DOMANI VIENE MICHELE

“Domani mattina viene Michele”.
Non mi ricordo che effetto mi fece questa frase detta al telefono dalla voce emozionata di Giuseppe. Di sicuro mi ha gettato nel panico. “Sì… Michele viene domani mattina, viene a scuola a trovarci”.
Oddio. Che gli dico. Come mi comporto. Non ci so fare, non sono la persona giusta, Giuseppe ha sbagliato…
Cosa gli dico io a Michele Gazich?
Faccio un po’ di prove tecniche di trasmissione tipo: “Buongiorno Maestro, Lei non può immaginare che cosa sia la Sua musica per me” oppure: “Buongiorno Michele, è un onore averLa qui, venga, Le mostro i corridoi e la palestra”.
Eccerto. I corridoi e la palestra.
A Michele Gazich.
“Ma dai – mi dico – in fondo sarà lui a parlare. Gli artisti son così, un po’ matti, un po’ narcisisti. Mi parlerà dell’ultimo disco e andrà tutto bene. Anzi, speriamo che arrivi quando sto facendo lezione, almeno lo presento ai ragazzi. Non mi è mai capitata una cosa del genere. Un cantautore in classe”.
Mi figuro la scena.
Lui e Giuseppe entrano proprio quando sto finendo di leggere il “Cinque maggio”. Non so se avete presente: lettura enfatica dell’ode in climax fino alla pausa teatrale d’obbligo, prima della parola “posò”. In genere pochi secondi prima suona il campanello e mi rovina. Quest’anno invece busseranno alla porta e sarà Michele Gazich. Ok. Può andare.
Mi sfugge il seguito della scena. Che faccio dopo? Mi preparo le fotocopie di qualche suo testo? Mi vedo: distribuisco le fotocopie di “Poeta in gabbia” e poi… “Analisi del testo!”. Sacrosanta rivolta di massa della classe.
Cambio film.
Ascoltiamo un brano di Michele, poi intavoliamo una discussione. Sento la voce di Nanni Moretti dall’ultima fila che grida: “Noooo … il dibattito nooooooooo!!”. Parole sante.
Reset.
Altra scena.
Provo a immaginere i dettagli. Com’è fatto, dove lo faccio sedere, come si svolge la scena.
“Dovresti vederlo” mi ha detto un giorno Giuseppe, ben sapendo che non mi sono mai preoccupata di dargli una faccia. “E’ un personaggio, io l’ho conosciuto a Subiaco che girava da solo per le montagne, col suo cappello in testa”.
Quando Giuseppe ha detto “col suo cappello in testa”, ha fatto un gesto come per alzare la mano in aria, così: “CAPPELLO!” E non un gestuccio piccolo, tipo a schiacciarsi la mano in testa, come a dire la coppola di Lucio Dalla, no no, proprio con la mano per aria, alta, con gli occhi in un piccolo guizzo all’insù. Come a dire il cilindro di Zucchero Fornaciari. Vedo un corvaccio nero col pastrano lungo e gli occhialetti da cieco senza cane, salire le scale della scuola.
Brutto effetto.
“Un cilindro. Lo vedi?” mi dico “Dev’essere un tipo strano, e io coi tipi strani mi impappino come con i bambini, perché sono imprevedibili, ti spiazzano con una battuta che per loro è niente, e invece a me mi stende”.
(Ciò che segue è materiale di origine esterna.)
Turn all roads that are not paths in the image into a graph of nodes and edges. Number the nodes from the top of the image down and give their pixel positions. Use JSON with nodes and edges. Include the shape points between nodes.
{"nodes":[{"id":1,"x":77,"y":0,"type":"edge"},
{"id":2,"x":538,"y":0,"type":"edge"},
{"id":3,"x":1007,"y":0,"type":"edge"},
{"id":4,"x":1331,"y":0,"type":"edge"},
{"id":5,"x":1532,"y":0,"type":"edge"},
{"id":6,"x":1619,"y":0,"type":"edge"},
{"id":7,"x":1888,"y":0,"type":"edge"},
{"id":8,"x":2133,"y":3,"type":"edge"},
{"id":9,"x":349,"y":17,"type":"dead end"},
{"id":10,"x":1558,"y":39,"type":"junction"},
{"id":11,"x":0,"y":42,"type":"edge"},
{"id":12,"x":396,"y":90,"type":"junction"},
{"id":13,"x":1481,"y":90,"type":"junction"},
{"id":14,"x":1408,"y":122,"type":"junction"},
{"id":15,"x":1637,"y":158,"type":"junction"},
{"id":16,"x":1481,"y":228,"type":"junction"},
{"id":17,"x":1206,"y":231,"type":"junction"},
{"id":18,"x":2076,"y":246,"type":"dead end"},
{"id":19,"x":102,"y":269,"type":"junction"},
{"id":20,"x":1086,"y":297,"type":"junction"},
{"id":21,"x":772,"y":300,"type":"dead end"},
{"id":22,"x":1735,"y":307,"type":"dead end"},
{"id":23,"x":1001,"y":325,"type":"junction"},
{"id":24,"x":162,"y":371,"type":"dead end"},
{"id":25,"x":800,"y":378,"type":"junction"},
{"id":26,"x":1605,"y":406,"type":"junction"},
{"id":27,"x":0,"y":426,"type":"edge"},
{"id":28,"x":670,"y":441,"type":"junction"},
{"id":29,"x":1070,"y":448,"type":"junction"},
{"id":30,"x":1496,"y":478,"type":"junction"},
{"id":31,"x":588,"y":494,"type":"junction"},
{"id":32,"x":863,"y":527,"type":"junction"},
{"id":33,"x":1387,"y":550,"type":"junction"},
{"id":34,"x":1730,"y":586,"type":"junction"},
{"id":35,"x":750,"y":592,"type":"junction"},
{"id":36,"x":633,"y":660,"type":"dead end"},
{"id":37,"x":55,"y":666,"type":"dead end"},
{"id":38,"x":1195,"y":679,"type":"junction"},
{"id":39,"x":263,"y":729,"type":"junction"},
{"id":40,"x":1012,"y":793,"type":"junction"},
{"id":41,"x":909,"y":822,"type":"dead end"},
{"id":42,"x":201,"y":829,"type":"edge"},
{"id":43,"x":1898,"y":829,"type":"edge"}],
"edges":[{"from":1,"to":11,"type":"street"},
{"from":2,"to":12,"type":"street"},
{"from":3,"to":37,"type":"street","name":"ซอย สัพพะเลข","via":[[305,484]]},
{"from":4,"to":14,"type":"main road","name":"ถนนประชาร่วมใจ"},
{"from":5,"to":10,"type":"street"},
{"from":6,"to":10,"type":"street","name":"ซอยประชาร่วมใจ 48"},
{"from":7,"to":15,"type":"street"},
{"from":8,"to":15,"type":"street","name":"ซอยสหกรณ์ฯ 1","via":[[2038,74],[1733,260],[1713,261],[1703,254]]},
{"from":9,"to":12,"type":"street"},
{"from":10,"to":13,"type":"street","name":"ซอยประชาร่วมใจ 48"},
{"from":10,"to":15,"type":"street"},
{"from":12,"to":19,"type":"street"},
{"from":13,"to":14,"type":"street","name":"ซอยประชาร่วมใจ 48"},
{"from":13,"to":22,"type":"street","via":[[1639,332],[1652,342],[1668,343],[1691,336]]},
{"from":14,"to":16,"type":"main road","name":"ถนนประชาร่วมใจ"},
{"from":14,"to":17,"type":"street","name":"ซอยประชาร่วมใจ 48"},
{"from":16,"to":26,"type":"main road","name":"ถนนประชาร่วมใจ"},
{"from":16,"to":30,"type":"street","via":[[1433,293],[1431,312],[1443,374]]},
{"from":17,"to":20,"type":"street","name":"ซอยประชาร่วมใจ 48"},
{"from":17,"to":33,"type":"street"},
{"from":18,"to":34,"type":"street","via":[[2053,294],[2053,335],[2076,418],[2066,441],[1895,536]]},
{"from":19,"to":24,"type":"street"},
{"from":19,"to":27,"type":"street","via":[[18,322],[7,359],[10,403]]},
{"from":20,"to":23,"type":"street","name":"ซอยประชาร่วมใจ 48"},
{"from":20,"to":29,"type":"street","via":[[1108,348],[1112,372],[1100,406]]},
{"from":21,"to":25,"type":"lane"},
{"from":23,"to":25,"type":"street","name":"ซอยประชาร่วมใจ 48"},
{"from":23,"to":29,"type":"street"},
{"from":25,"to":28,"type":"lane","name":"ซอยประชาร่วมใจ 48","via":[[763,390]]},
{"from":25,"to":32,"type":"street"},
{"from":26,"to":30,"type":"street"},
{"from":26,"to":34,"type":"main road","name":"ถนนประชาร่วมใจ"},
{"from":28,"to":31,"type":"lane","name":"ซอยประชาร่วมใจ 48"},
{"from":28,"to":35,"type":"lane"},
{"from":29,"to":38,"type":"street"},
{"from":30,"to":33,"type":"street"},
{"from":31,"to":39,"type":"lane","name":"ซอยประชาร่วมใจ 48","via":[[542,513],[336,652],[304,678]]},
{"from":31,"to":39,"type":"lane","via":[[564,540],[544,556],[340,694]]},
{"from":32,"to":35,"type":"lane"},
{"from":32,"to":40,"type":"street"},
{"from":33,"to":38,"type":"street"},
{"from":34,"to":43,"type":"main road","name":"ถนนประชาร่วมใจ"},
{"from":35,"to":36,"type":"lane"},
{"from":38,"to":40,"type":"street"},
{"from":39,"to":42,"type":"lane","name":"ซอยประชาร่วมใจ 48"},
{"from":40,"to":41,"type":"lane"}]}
Che poi i miti non si dovrebbero mai conoscere.
E che cavolo, Michele era un mito per me, come gli salta in mente a Giuseppe di trasformarlo in carne e ossa? se ne stava bello bello nella mia teca mentale, mi parlava con le sue canzoni, da lontano, etereo e incorporeo… Come Orazio, Baudelaire, Oscar Wilde, Pirandello. E chi li conosce? Che è ‘sta cosa che si deve per forza impattare col corpo? Sono aquilana verace, porca miseria. Gli aquilani non si smuovono mai per i miti. Una volta mi trovavo a Roma in un bar e mentre telefonavo a casa vidi passare un politico importante, così mi scappò di gridare con entusiasmo a mio padre, che era all’altro capo del telefono: “Non ci crederai, ma è appena passato Tizio!” E mio padre, laconico, da buon aquilano, rispose: “Salutamelo…”
Oh sanguis meus! C’aveva ragione!
I personaggi sono fatti per stare nelle teche.
E invece, domani Michele viene qui.
Esce dalla teca dove l’ho tenuto per tutto il terremoto.
Ma andrà tutto bene: faremo un giro, io, Giuseppe, lui, il suo pastrano nero e il suo cilindro.
Farò gli onori di casa e tutto andrà come deve andare.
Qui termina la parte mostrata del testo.